Love thy Bad Neighbours 2.

sorority risingThat Nicholas Stoller’s Bad Neighbours 2: Sorority Rising (Neighbors 2: Sorority Rising in the States) is a good film may be one of the biggest surprises of the year. That it contains relatively insightful social commentary is astonishing. Here is my negative review of Bad Neighbours from back in 2014. I fully expected to have a similar reaction regarding this follow up, and was considering simply copying and pasting my text from that review (considering it…I’m not such a lazy film critic as all that ). The original Bad Neighbours fell trap to the same pitfalls as dozens of American comedies that I’ve seen over the past few years. Seth Rogan on drugs, people yelling jokes that aren’t actually funny etc… How is a comedy a comedy if I don’t laugh?
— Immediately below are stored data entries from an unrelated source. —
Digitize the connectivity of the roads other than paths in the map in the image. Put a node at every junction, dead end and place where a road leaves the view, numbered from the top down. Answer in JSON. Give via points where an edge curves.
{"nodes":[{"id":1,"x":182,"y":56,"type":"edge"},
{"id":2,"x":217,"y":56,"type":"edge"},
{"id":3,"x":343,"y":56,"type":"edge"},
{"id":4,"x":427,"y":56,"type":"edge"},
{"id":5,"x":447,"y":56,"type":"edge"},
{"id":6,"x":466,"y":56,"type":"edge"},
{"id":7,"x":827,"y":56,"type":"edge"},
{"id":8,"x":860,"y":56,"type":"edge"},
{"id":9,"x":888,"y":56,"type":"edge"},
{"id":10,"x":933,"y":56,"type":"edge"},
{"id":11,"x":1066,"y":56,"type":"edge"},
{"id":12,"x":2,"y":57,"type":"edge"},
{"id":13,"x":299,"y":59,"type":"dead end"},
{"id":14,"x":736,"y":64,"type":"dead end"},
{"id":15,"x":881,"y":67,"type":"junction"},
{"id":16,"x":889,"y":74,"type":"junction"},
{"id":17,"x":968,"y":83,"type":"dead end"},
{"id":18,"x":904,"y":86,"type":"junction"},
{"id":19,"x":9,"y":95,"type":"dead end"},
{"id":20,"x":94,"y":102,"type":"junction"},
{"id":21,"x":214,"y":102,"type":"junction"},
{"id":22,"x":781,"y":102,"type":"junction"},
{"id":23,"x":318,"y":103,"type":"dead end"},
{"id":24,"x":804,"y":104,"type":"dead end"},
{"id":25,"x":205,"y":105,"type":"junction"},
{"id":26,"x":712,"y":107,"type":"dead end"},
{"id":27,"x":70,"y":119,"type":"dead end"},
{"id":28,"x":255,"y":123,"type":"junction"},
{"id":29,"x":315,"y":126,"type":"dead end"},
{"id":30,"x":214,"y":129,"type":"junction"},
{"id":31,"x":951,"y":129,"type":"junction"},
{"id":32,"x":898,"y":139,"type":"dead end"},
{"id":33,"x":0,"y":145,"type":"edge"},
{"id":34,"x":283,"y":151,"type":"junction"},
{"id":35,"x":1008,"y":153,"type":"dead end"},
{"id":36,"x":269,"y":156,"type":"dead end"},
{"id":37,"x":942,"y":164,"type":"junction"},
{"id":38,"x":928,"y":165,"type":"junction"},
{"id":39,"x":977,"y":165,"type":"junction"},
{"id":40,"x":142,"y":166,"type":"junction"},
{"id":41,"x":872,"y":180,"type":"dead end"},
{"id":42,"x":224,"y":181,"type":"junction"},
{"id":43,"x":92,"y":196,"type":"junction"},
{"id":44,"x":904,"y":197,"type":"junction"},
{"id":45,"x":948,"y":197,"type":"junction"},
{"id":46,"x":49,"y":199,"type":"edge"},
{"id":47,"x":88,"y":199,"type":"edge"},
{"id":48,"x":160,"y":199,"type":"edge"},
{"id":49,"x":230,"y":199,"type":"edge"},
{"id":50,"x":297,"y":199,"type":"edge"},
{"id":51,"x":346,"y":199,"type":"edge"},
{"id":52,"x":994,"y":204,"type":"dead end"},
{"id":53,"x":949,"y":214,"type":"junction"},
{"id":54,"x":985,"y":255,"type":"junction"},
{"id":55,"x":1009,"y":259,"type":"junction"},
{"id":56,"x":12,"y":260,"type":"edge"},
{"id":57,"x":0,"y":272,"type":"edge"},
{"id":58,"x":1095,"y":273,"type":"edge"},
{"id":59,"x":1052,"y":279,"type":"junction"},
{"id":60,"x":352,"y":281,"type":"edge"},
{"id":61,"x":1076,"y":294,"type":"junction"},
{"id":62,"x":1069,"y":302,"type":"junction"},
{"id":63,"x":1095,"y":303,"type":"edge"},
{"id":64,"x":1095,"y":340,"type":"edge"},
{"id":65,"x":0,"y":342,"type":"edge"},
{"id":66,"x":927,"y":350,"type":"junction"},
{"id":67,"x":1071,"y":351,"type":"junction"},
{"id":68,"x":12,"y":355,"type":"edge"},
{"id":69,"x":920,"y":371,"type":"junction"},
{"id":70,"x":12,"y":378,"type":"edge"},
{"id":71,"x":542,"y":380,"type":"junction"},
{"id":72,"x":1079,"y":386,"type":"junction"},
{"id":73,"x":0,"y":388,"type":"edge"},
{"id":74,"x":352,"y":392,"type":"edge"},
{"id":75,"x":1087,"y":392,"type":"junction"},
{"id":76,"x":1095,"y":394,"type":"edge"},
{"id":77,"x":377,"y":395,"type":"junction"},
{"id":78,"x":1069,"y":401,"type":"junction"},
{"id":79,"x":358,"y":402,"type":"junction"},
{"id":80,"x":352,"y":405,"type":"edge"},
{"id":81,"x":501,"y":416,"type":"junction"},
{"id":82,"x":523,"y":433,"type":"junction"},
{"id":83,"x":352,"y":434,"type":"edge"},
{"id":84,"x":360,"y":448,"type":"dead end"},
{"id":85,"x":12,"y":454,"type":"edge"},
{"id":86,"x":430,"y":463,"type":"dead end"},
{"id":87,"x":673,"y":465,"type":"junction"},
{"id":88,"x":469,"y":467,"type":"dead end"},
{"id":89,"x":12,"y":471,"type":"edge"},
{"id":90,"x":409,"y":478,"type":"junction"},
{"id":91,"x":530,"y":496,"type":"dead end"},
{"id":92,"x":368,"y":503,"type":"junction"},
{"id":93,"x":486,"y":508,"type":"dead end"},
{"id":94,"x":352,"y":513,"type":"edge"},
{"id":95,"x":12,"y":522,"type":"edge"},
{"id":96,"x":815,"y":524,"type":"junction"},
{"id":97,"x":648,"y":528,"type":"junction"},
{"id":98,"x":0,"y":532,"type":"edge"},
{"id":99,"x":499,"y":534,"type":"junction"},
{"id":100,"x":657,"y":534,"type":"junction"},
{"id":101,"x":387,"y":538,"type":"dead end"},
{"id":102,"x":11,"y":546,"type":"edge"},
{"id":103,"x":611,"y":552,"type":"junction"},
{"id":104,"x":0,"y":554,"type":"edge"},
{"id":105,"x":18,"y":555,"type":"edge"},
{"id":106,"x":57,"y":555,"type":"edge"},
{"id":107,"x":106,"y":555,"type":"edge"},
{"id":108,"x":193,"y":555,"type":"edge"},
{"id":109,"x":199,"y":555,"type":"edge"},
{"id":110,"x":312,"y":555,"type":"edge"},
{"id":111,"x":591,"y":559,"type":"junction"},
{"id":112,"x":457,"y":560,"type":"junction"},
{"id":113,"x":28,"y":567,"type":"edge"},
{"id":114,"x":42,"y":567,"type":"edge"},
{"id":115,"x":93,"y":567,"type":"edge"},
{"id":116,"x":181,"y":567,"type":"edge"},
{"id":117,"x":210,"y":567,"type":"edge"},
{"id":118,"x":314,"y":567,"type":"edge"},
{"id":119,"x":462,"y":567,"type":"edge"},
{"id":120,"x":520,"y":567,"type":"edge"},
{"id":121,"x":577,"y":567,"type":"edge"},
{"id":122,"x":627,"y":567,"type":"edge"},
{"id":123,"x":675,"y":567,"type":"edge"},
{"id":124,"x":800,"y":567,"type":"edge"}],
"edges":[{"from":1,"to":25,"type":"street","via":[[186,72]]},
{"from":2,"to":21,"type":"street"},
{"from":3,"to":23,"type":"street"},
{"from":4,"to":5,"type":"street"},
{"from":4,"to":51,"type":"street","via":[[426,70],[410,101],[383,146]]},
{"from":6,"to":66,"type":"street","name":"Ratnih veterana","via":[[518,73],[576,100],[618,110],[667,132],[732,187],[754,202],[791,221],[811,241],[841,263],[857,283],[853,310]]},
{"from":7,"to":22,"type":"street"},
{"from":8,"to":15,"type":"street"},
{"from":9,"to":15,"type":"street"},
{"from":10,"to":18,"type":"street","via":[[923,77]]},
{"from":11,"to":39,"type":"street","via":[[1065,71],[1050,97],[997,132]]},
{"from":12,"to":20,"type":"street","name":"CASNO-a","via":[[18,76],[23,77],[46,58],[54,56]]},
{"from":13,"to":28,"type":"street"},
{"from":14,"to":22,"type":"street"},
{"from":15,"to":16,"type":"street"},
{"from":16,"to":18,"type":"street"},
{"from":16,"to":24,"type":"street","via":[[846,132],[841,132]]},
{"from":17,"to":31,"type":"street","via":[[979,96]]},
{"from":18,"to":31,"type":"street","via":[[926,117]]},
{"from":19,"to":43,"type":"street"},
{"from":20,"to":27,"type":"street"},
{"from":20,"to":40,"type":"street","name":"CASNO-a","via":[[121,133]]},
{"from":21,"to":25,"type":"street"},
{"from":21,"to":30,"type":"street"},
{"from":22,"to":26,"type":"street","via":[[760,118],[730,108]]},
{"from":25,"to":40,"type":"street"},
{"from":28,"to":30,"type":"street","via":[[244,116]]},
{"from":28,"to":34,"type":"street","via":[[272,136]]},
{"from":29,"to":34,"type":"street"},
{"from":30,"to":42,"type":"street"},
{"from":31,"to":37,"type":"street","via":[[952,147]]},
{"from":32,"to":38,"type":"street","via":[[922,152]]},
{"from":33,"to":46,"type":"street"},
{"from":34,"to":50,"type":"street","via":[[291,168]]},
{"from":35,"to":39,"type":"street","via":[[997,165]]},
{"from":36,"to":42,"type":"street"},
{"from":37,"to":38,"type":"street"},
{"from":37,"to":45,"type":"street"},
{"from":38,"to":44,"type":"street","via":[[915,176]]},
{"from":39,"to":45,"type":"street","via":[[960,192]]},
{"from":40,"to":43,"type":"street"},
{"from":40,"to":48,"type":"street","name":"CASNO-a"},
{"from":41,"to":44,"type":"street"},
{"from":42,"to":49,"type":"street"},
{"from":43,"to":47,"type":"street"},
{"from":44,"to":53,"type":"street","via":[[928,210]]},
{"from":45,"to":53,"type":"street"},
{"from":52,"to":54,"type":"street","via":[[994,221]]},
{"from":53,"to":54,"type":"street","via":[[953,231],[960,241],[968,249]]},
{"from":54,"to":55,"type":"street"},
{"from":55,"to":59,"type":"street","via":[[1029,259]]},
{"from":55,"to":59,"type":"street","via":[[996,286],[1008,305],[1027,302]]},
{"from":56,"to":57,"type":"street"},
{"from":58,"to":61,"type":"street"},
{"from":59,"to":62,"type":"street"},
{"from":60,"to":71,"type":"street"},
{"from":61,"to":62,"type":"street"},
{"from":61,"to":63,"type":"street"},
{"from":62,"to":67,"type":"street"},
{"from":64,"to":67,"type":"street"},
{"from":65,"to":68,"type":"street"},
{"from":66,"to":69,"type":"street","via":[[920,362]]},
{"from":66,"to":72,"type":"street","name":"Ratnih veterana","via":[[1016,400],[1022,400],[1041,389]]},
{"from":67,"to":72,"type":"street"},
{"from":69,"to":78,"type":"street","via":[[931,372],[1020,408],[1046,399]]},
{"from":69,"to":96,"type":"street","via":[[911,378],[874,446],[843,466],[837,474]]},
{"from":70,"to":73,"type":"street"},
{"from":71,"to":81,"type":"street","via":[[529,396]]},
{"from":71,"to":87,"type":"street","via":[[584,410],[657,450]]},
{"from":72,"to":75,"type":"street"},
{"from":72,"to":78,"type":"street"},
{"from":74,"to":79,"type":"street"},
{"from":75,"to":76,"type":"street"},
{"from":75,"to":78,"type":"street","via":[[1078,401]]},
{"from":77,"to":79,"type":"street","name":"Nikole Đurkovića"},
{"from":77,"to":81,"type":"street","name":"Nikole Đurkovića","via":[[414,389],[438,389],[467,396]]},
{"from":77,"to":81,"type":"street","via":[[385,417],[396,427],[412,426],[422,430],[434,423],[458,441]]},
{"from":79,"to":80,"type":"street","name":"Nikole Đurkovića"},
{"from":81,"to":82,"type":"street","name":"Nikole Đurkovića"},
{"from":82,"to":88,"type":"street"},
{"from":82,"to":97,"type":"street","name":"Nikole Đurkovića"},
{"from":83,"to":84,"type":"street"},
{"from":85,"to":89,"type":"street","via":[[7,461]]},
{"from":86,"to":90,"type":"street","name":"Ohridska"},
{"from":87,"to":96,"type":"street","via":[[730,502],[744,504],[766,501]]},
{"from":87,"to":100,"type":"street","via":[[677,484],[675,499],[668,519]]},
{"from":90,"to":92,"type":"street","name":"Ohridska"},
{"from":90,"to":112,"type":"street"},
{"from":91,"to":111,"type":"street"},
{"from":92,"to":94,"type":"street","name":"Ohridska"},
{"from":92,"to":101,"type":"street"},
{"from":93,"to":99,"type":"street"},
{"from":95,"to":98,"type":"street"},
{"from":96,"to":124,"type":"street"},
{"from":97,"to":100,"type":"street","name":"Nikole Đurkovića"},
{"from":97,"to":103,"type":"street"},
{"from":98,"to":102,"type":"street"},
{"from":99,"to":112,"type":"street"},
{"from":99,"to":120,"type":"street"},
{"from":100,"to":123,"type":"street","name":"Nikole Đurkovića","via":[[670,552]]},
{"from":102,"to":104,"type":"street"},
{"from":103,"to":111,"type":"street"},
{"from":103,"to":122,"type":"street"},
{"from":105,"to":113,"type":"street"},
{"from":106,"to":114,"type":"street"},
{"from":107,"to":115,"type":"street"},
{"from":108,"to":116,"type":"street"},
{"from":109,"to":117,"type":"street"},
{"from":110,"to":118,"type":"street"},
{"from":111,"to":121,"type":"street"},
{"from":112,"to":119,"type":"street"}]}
And now, I’m compelled to admit that I laughed in Bad Neighbours 2, a lot. I was also interested in what happened to the characters. What I really didn’t expect though, is that Bad Neighbours 2 would have something interesting to say for itself.

The plot is a regurgitation of the plot of the original, but we expect that going in, and you don’t go to see a Seth Rogan/Nicholas Stoller film for narrative inventiveness. Expecting a second child and with a month to go before the sale of their house is finalised, Marc (Rogan) and Kelly (Rose Byrne) are horrified to discover that a new sorority is moving into the house next door. They can’t sell their house until it makes it through escrow, which is a thirty day waiting period in which the buyers are able to back out. They enlist Teddy (Zac Efron), their nemesis from the original film, to assist them in disassembling the new threat, Kappa Kappa Nu.

sorority rising

The thing about the sorority is that they are not really villains. In fact, the motivations of sorority leaders, Morgan (Chloë Grace Moretz), Beth (Kiersey Clemons) and Stella (Beanie Feldstein) are remarkably principled. Did you know that sororities generally outlaw hosting parties in their houses, instead paying money to attend the parties of fraternities? I didn’t. Morgan, Beth and Stella are admirably (or naturally?) in opposition to the mysognistic culture that saturates sorority and fraternity culture. They’re not villains, but Marc and Kelly are standing in their way.  Stoller is no doubt aware of the sexual stereotypes that the original film supported and has made an effort to flip it in this sequel. Surprisingly enough, more often than not, the social commentary in Bad Neighbours 2 works. Ultimately, it’s not a movie with an agenda, it’s a comedy, but the humour is strengthened by the message.

There’s also a degree of affection for the characters, something rare in a comedy film of this variety. Efron’s Teddy is the best character in Bad Neighbours 2. He was the principle antagonist in the original but here he is sympathetic. Living in a state of arrested development and feeling abandoned by his old fraternity brothers, Teddy is no longer and alpha male but rather a lonely guy looking for appreciation.

This is Rogan’s funniest film in a long time. Whatever made him unfunny for so long, whether it be comedic apathy or exhausted material, his films over the past almost decade have relied on his stoner persona, which can only be funny so many times, and stale jokes. Perhaps there hasn’t been much thought put towards whether the jokes in his recent movies are funny. Maybe there hasn’t been more thought put into the jokes in Bad Neighbours 2 either. They could have just gotten lucky. Either way, it’s funnier than most of the American comedies that have been release since I became a film critic four years ago. That’s an indictment on recent American comedies, but it does also mean that Bad Neighbours 2: Sorority Rising is pretty funny.